Possibili implicazioni per i pazienti

Il dott. Ulm ha spiegato come la demenza continui ad essere uno dei tipi di malattie più complessi da gestire, causando un significativo onere emotivo e fisico per coloro che ne sono affetti, così come per le loro famiglie e i caregiver.

Ciò è evidente in metriche come il numero di anni di vita corretti per disabilità (DALYs) persi ogni anno a causa della demenza negli Stati Uniti.

Sebbene negli ultimi anni si sia registrato un lieve calo del tasso di nuovi casi di demenza, anche tenendo conto del recente calo dell’aspettativa di vita negli Stati Uniti, la malattia rimane una condizione medica costosa e complessa con opzioni di trattamento limitate per modificare o migliorare la sua progressione.
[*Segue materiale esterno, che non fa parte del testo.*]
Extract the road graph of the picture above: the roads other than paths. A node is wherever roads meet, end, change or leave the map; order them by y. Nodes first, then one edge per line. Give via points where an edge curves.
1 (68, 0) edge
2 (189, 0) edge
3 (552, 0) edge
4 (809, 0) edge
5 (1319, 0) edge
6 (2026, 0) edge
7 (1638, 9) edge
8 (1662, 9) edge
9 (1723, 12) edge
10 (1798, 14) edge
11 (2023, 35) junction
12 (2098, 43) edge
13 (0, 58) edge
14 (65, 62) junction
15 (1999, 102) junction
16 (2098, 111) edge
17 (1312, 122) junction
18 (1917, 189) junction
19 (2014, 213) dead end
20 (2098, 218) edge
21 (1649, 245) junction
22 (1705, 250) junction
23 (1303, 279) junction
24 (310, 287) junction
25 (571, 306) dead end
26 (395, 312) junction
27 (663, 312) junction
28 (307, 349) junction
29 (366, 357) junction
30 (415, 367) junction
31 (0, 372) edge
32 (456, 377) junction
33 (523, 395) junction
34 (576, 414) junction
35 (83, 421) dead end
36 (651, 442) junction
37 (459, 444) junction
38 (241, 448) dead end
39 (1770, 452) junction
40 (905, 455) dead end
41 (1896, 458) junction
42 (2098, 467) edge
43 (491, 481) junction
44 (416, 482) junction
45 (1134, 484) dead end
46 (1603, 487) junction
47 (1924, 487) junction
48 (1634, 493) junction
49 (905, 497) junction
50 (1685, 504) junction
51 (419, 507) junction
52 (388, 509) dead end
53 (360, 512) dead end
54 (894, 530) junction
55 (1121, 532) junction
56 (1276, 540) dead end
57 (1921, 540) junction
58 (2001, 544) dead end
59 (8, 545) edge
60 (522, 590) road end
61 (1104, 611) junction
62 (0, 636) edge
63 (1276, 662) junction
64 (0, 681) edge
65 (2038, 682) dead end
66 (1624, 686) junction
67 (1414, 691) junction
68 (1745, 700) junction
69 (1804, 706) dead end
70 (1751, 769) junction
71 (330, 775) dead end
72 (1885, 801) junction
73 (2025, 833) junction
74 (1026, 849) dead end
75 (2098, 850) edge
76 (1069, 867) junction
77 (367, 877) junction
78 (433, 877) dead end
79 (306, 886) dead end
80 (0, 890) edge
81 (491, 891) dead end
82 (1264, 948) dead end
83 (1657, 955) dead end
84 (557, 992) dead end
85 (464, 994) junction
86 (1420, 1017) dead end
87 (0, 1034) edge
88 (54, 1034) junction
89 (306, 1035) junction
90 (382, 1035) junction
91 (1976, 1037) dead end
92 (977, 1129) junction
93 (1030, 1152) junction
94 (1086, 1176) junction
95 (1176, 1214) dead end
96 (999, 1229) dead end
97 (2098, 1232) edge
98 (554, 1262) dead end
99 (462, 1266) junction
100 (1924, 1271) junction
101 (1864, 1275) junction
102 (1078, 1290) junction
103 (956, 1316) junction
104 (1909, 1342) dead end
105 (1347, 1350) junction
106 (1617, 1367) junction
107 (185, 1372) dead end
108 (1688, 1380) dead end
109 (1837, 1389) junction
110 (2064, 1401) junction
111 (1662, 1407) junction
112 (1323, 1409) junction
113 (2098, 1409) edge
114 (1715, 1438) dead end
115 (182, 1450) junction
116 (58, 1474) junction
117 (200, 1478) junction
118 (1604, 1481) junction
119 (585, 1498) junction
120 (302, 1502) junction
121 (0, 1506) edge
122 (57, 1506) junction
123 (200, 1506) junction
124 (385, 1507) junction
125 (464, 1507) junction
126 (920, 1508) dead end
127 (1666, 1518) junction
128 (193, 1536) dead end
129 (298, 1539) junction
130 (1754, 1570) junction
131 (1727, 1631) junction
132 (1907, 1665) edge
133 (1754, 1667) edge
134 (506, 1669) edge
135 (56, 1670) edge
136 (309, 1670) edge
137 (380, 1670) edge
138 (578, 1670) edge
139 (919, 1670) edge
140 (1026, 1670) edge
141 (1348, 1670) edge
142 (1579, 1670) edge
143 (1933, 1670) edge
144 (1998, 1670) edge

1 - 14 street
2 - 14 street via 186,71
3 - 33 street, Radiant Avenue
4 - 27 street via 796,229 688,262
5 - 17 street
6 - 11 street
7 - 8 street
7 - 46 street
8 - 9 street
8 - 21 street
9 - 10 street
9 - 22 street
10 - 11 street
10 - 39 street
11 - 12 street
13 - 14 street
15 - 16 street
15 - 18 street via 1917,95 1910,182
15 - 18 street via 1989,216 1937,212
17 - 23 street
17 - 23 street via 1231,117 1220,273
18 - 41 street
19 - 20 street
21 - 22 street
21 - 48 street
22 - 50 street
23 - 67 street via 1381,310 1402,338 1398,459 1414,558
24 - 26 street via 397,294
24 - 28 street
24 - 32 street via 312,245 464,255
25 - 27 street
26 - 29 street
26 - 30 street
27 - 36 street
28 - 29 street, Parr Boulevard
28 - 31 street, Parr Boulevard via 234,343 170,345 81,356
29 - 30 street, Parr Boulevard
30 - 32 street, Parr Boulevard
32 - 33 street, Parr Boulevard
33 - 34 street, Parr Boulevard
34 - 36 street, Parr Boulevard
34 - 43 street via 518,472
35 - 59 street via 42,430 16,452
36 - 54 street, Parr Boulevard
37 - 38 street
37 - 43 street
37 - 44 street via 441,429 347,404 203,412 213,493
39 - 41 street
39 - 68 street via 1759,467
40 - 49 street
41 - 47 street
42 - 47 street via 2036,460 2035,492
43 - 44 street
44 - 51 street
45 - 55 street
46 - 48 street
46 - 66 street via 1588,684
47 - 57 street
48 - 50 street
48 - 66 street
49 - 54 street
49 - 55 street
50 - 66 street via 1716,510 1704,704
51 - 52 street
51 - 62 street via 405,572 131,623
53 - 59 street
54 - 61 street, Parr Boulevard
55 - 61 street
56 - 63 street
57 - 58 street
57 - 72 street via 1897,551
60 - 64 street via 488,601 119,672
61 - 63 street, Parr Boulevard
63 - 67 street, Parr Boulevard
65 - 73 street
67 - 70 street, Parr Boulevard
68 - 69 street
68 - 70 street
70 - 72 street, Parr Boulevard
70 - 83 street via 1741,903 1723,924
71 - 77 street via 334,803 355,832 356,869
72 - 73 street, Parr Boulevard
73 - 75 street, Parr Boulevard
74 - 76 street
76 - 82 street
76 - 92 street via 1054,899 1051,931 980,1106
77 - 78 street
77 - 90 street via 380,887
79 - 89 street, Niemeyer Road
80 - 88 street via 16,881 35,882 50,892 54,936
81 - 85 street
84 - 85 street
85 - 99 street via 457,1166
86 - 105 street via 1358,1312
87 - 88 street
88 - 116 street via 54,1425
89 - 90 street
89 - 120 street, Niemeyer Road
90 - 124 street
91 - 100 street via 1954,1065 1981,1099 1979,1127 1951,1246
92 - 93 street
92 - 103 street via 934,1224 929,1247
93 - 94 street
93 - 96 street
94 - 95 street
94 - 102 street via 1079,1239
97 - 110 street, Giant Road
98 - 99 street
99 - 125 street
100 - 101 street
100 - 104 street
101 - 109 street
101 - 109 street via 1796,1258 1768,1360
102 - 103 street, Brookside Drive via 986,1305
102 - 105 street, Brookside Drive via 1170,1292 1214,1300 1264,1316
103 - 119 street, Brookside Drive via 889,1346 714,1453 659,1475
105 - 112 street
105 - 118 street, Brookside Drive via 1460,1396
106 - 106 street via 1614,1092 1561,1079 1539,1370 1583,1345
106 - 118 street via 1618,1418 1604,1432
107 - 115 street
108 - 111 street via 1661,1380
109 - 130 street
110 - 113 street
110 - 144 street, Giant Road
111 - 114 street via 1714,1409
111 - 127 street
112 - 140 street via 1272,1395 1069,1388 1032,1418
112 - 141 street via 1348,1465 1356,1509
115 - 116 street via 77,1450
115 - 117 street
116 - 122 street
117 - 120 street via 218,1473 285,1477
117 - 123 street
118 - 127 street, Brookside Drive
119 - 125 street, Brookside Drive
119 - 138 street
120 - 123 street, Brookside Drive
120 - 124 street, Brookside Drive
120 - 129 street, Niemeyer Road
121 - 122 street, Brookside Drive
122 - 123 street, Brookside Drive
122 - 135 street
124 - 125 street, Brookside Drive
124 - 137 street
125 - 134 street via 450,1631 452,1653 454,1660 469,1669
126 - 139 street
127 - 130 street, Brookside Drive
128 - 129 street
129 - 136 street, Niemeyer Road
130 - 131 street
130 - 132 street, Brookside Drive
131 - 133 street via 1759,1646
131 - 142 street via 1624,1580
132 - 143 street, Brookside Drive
Il dott. Ulm ha concluso che “se ulteriori ricerche confermeranno i risultati come stabiliti in questo rapporto, potrebbe aprirsi la possibilità di un trattamento attraverso una nuova classe di candidati terapeutici che, da soli o in combinazione con altri farmaci e interventi, potrebbero contribuire a migliorare la qualità della vita e ridurre l’insorgenza precoce e la gravità della demenza e delle malattie correlate”.